L’India, tuttavia, ha visto un salto del 10% a 5,9 miliardi di dollari grazie all’ambizioso obiettivo di raggiungere i 175 gigawatt di capacità di produzione di energia rinnovabile – tra cui 100GW di energia solare – entro il 2022.

LE RAGIONI DEL CALO: LA CINA CHE HA ADOTTATO IL SISTEMA DELLE ASTE

BNEF ha osservato che il calo deriva in parte da cambiamenti nella politica cinese che si è allontanata dai sussidi feed-in tariffs a favore di aste di progetti competitivi. “Il rallentamento degli investimenti in Cina è reale, ma i dati del primo semestre 2019 probabilmente ne sopravvalutano la gravità”, ha dichiarato Justin Wu, responsabile di BNEF per l’Asia-Pacifico, in una nota. “Ci aspettiamo che un’asta solare a livello nazionale porti ora a un’impennata di finanziamenti per nuovi progetti fotovoltaici. Nel secondo semestre potremmo anche assistere a grandi affari nel settore dell’eolico offshore”, ha detto.

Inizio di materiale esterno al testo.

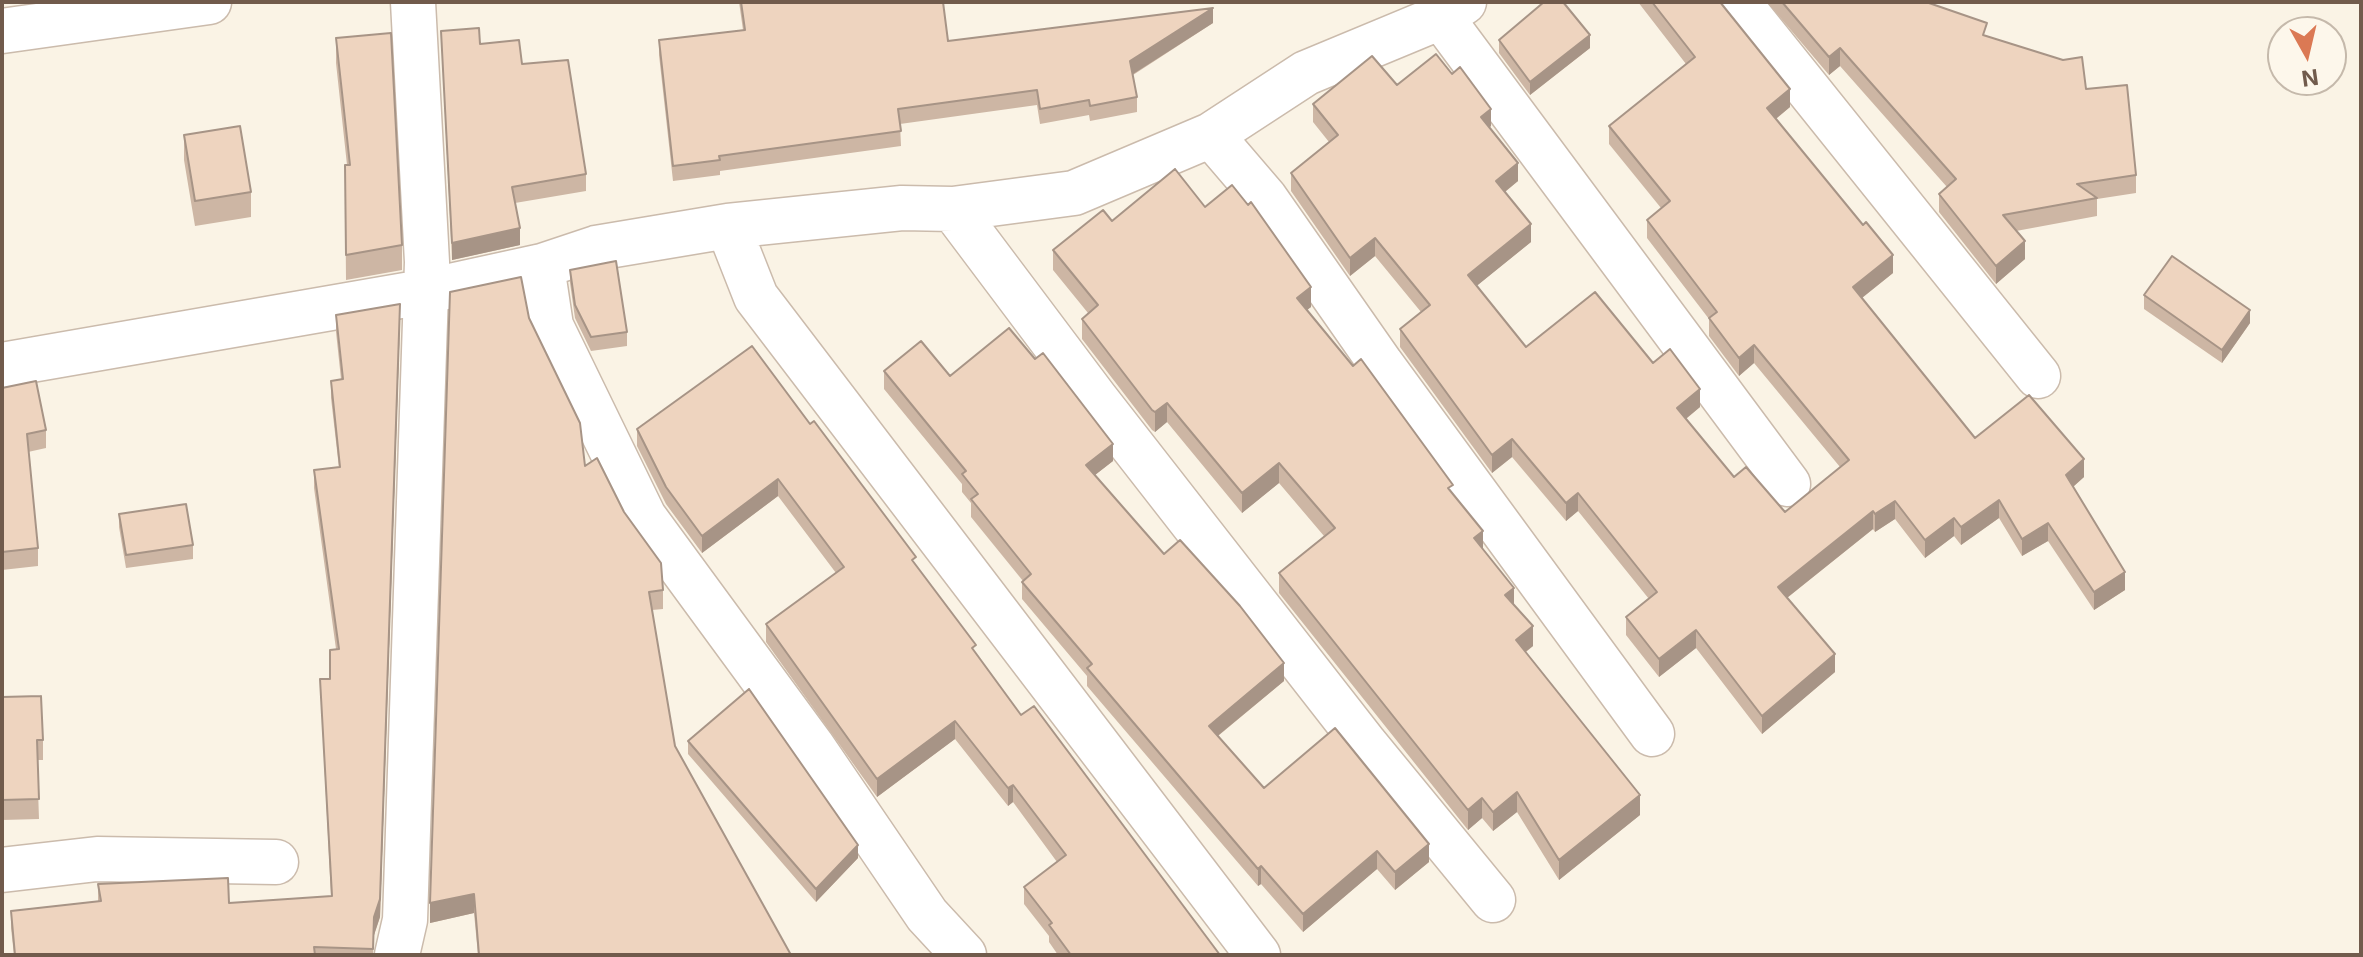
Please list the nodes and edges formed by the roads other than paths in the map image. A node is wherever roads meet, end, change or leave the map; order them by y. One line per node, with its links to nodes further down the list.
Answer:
1 (209, 2): 5 (street)
2 (413, 2): 10 (street)
3 (1738, 2): 12 (street)
4 (1452, 10): 6 (street); 13 (street)
5 (2, 31)
6 (1211, 135): 7 (street); 14 (street)
7 (953, 209): 8 (street); 17 (street)
8 (728, 226): 9 (street); 20 (street)
9 (542, 266): 10 (street); 19 (street)
10 (423, 292): 11 (street); 18 (street)
11 (2, 365)
12 (2038, 376)
13 (1788, 484)
14 (1652, 734)
15 (276, 862): 16 (street)
16 (2, 870)
17 (1493, 900)
18 (397, 955)
19 (964, 955)
20 (1258, 955)

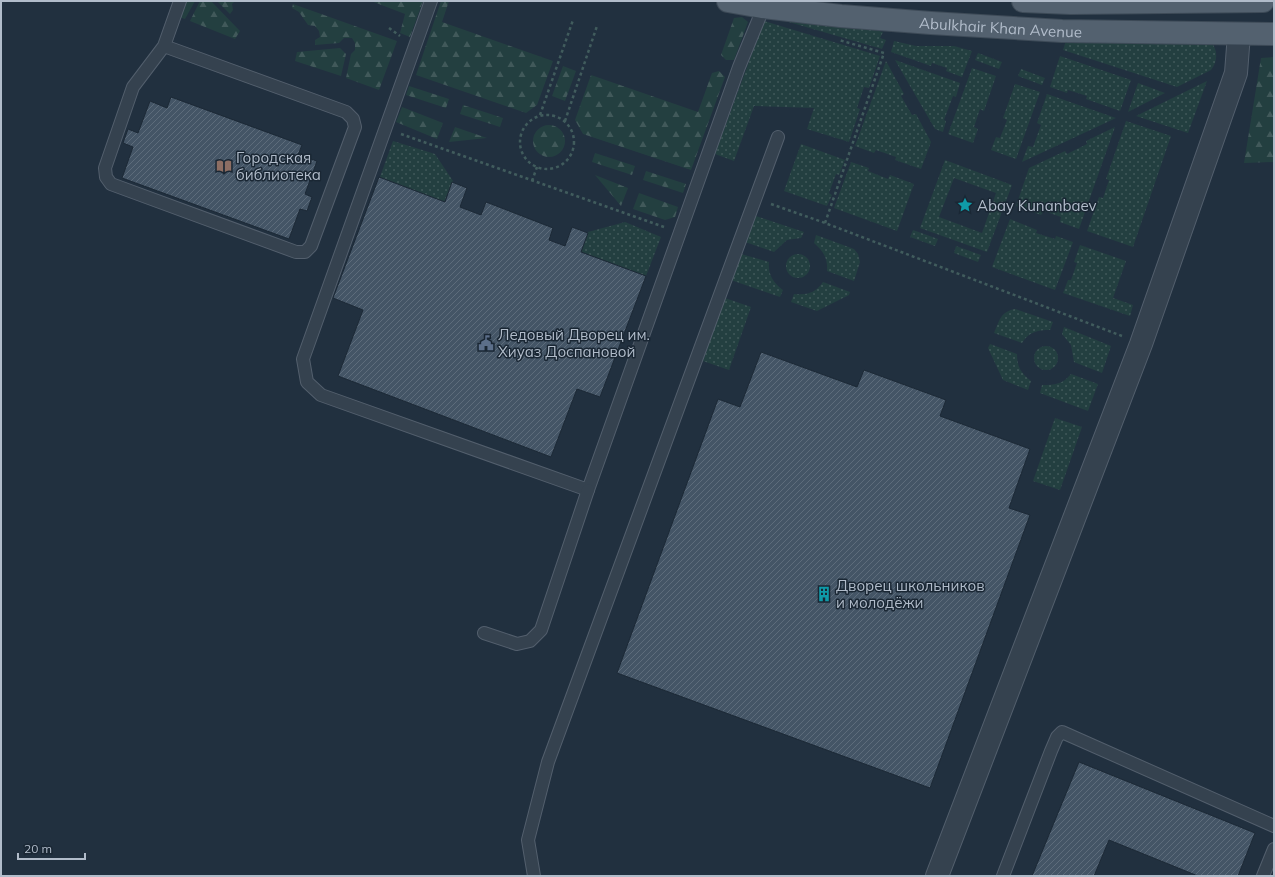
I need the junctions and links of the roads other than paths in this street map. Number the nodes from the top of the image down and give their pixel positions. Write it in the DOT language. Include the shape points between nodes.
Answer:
graph roads {
  1 [pos="180,1"];
  2 [pos="431,1"];
  3 [pos="728,1"];
  4 [pos="1023,1"];
  5 [pos="1263,1"];
  6 [pos="763,4"];
  7 [pos="1239,34"];
  8 [pos="1274,34"];
  9 [pos="164,46"];
  10 [pos="778,137"];
  11 [pos="588,490"];
  12 [pos="484,633"];
  13 [pos="1274,826"];
  14 [pos="1274,849"];
  15 [pos="534,876"];
  16 [pos="937,876"];
  17 [pos="1003,876"];
  18 [pos="1263,876"];
  1 -- 9 [label="lane"];
  2 -- 11 [label="lane" via="303,359 307,382 321,395"];
  3 -- 6 [label="main road, Abulkhair Khan Avenue"];
  4 -- 5 [label="main road, Abulkhair Khan Avenue" via="1071,4"];
  6 -- 7 [label="main road, Abulkhair Khan Avenue" via="863,18 1062,31"];
  6 -- 11 [label="lane"];
  7 -- 8 [label="main road, Abulkhair Khan Avenue"];
  7 -- 16 [label="street" via="1236,73 1141,344"];
  9 -- 9 [label="lane" via="133,87 105,168 106,177 111,184 296,252 305,252 311,246 355,127 353,119 346,112"];
  10 -- 15 [label="lane" via="548,762 528,840"];
  11 -- 12 [label="lane" via="541,630 530,641 517,644"];
  13 -- 17 [label="lane" via="1062,732 1051,751"];
  14 -- 18 [label="lane"];
}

LE PREVISIONI SONO PER UNA CRESCITA DEGLI INVESTIMENTI

L’esperto di cleantech e autore Ramez Naam ha detto ad Axios che, mentre “ovviamente il mondo deve muoversi più velocemente e aumentare gli investimenti, i numeri evidenziano un importante cambiamento nel panorama”: “Le energie rinnovabili stanno uscendo dalla loro prima fase economica, dove dipendevano dalle sovvenzioni – dice Naam -. Poiché le energie rinnovabili in tutto il mondo scendono a prezzi competitivi non sovvenzionati, e persino a prezzi in cui costruire nuove energie rinnovabili è più economico che utilizzare i combustibili fossili esistenti, mi aspetto che gli investimenti crescano e siano meno volatili su base annua’”.